> _Exercise requirements_
Search the data for the string "paths" and gather each line it is in.

Stored items:
+---+
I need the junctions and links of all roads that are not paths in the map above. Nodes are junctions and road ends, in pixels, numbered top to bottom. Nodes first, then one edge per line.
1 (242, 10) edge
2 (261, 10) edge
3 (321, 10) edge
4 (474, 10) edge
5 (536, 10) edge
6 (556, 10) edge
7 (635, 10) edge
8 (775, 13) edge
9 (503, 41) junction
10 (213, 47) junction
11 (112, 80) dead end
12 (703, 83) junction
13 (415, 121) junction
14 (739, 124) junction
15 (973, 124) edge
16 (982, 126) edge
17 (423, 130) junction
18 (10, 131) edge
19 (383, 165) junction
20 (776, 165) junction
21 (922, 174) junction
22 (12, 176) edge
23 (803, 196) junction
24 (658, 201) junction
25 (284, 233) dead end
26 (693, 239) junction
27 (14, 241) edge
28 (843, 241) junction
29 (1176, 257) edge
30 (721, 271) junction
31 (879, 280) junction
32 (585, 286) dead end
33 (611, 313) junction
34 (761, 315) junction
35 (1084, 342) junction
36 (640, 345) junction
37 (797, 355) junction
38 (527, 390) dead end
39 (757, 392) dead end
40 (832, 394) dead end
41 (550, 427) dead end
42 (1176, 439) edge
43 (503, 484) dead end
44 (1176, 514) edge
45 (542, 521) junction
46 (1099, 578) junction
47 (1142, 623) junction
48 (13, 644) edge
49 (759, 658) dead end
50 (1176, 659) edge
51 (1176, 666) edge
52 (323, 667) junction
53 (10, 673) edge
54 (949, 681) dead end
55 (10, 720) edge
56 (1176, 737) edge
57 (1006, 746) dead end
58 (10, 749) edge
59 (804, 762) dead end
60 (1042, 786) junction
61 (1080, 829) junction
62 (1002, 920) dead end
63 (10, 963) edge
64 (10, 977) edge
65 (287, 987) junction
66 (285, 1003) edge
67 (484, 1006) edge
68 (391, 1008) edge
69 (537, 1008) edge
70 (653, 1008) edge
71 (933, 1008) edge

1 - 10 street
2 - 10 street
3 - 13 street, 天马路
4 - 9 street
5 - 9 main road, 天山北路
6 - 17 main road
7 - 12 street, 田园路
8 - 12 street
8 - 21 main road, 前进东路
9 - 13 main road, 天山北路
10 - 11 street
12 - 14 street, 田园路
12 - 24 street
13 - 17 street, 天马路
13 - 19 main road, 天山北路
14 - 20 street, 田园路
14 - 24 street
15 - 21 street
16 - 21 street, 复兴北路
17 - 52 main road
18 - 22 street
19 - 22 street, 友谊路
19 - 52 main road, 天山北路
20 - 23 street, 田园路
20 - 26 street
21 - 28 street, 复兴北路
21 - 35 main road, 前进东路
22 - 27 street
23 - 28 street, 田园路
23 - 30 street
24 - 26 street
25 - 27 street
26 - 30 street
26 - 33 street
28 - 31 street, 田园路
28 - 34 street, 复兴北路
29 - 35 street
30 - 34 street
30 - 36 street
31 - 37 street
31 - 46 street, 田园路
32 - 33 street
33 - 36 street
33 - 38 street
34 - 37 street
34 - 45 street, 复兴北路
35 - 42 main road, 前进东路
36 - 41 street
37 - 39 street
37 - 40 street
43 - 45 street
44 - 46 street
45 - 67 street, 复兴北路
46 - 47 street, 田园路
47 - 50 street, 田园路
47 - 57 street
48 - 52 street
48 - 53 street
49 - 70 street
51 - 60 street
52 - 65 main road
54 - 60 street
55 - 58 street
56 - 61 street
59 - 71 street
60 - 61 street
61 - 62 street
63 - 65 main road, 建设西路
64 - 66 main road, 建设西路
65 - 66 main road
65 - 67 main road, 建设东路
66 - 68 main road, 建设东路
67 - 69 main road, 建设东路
+---+
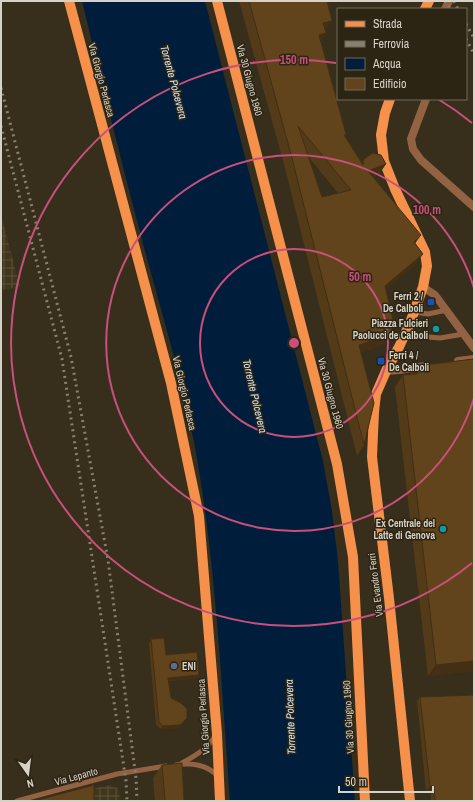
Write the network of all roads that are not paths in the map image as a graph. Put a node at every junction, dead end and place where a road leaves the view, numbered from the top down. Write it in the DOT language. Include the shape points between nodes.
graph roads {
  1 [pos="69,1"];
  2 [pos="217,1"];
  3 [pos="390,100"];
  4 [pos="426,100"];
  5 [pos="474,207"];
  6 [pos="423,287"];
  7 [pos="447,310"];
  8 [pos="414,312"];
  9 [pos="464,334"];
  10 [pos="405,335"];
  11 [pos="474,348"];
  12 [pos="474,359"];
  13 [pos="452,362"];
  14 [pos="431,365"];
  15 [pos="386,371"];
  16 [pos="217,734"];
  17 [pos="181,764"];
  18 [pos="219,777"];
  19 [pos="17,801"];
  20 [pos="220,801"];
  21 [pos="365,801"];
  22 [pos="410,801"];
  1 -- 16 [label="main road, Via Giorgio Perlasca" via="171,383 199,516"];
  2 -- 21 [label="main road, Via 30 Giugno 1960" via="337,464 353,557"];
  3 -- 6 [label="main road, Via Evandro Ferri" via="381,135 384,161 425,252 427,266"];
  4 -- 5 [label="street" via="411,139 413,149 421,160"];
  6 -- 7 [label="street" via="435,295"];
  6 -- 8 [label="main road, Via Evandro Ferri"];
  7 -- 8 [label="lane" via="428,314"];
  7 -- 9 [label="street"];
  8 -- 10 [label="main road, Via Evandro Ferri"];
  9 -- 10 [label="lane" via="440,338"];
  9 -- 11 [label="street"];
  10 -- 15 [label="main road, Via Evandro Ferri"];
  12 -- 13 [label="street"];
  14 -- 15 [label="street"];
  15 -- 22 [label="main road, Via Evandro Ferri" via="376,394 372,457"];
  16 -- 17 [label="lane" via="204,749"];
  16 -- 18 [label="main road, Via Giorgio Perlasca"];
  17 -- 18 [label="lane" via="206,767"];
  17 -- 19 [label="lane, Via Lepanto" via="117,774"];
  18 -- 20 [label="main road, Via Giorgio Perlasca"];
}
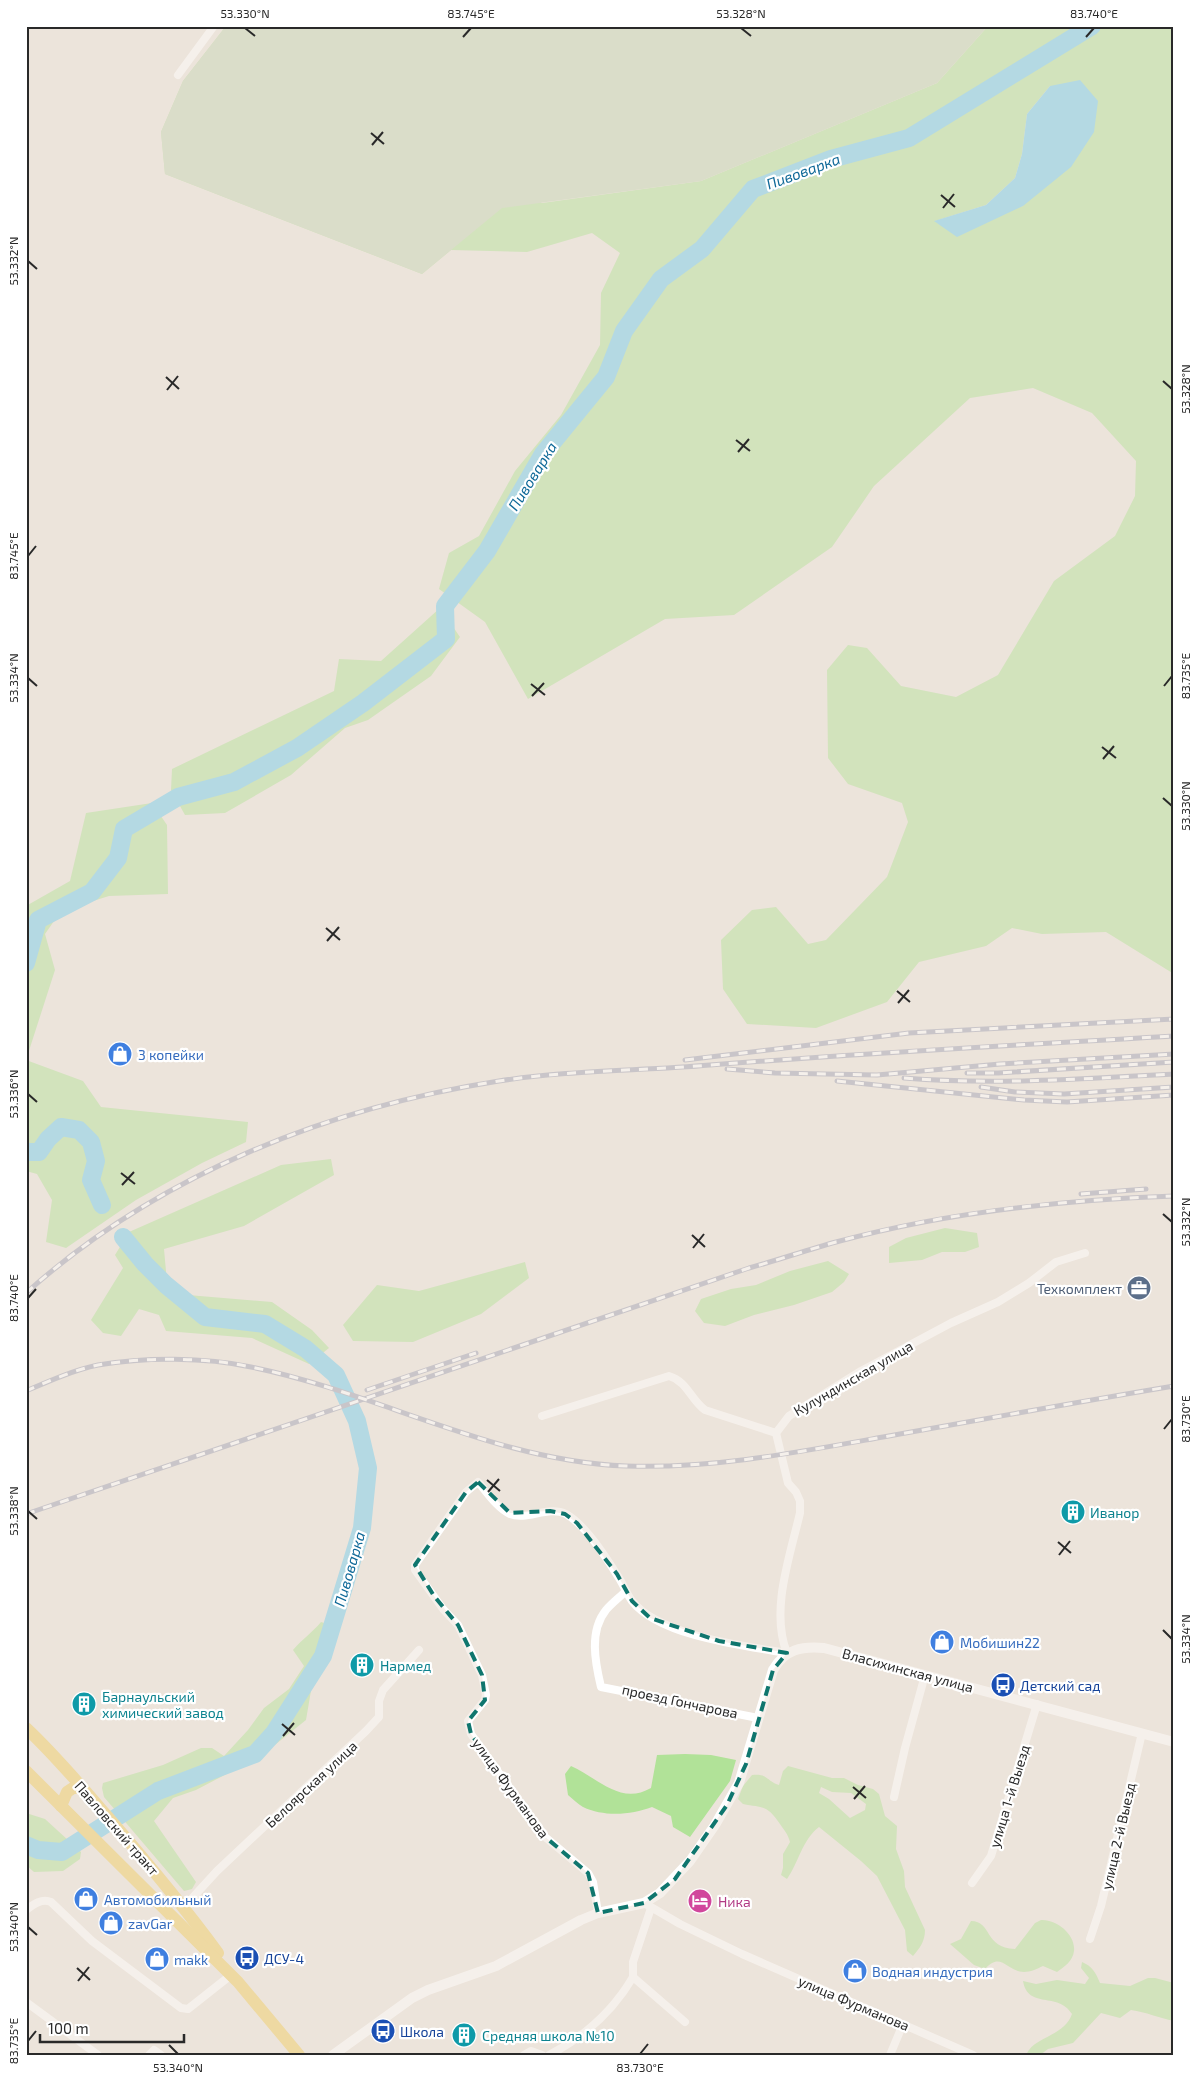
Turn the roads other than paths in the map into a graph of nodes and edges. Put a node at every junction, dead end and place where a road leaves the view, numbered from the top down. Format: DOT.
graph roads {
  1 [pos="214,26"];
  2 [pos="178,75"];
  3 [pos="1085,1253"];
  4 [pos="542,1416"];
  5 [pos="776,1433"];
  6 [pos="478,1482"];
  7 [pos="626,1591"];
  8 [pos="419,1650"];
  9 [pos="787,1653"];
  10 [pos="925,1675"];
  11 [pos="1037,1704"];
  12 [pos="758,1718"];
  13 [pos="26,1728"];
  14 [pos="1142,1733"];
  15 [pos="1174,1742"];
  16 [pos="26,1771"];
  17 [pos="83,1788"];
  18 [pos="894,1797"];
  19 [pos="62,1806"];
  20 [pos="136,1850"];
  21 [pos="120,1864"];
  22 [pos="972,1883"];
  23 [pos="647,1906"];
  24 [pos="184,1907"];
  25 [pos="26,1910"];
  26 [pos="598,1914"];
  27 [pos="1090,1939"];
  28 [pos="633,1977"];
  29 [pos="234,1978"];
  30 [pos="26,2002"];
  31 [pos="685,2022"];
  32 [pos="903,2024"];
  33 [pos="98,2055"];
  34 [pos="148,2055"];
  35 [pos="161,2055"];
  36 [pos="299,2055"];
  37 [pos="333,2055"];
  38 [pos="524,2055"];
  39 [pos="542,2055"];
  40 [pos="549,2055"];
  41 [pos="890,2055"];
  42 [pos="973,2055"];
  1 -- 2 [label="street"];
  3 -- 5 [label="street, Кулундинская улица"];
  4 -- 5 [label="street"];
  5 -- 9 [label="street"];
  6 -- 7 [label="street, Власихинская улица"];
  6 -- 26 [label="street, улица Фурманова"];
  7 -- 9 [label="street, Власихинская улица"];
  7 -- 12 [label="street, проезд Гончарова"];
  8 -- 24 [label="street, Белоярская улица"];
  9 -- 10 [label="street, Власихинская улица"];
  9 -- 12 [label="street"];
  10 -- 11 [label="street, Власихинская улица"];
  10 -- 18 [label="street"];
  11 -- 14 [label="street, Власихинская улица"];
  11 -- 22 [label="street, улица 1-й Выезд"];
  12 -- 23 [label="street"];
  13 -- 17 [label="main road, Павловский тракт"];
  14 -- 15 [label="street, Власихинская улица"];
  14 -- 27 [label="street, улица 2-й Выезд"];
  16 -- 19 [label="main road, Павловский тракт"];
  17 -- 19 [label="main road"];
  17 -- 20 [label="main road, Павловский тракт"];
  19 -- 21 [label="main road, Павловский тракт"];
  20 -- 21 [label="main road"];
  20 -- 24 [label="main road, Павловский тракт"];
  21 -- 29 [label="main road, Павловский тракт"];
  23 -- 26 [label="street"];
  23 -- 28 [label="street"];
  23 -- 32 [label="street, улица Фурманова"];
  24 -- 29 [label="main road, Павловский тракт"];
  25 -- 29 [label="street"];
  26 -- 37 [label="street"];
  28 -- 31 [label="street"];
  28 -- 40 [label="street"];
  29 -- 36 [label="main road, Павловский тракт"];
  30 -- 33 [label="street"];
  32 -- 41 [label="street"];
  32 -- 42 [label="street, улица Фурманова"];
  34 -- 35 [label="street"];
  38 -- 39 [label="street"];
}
+---+
> _Output for this task_
I need the junctions and links of all roads that are not paths in the map above. Nodes are junctions and road ends, in pixels, numbered top to bottom. Nodes first, then one edge per line.
Write the network of all roads that are not paths in the map image as a graph. Put a node at every junction, dead end and place where a road leaves the view, numbered from the top down. Write it in the DOT language. Include the shape points between nodes.
Turn the roads other than paths in the map into a graph of nodes and edges. Put a node at every junction, dead end and place where a road leaves the view, numbered from the top down. Format: DOT.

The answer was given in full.